» **PROBLEM DESCRIPTION**:
Find the lines of the data below that include "линия". Report their number only.

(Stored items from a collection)
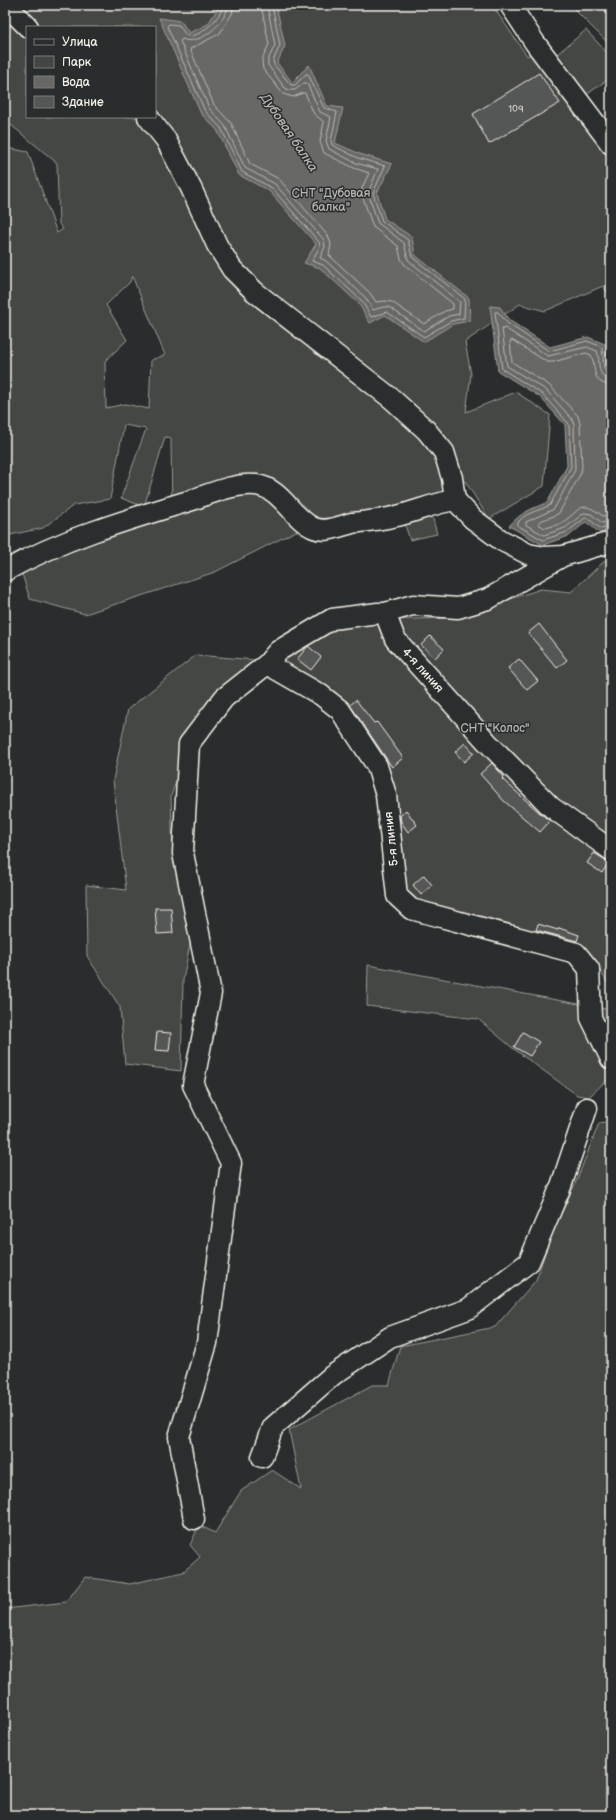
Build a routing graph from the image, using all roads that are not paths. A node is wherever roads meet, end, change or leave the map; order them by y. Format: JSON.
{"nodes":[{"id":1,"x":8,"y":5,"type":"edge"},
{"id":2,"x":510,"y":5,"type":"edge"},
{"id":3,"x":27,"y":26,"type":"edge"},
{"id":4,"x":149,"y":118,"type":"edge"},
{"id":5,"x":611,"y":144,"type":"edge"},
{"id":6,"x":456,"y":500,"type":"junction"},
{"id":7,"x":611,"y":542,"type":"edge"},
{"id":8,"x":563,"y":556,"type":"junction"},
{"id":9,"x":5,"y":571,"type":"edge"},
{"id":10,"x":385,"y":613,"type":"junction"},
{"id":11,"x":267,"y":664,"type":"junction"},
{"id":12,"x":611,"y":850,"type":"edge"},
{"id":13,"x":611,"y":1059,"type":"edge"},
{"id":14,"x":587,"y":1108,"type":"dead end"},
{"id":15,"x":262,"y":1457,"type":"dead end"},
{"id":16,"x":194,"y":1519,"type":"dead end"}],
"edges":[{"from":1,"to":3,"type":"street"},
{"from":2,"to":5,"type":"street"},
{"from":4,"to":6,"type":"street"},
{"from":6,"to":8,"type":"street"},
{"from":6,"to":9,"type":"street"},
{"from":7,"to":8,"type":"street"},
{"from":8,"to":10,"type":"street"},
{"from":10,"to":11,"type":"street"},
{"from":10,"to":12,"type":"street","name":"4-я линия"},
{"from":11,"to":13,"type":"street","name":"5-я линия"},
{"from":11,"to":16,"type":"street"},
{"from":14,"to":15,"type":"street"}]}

» **SOLUTION TO THE EXERCISE**:
2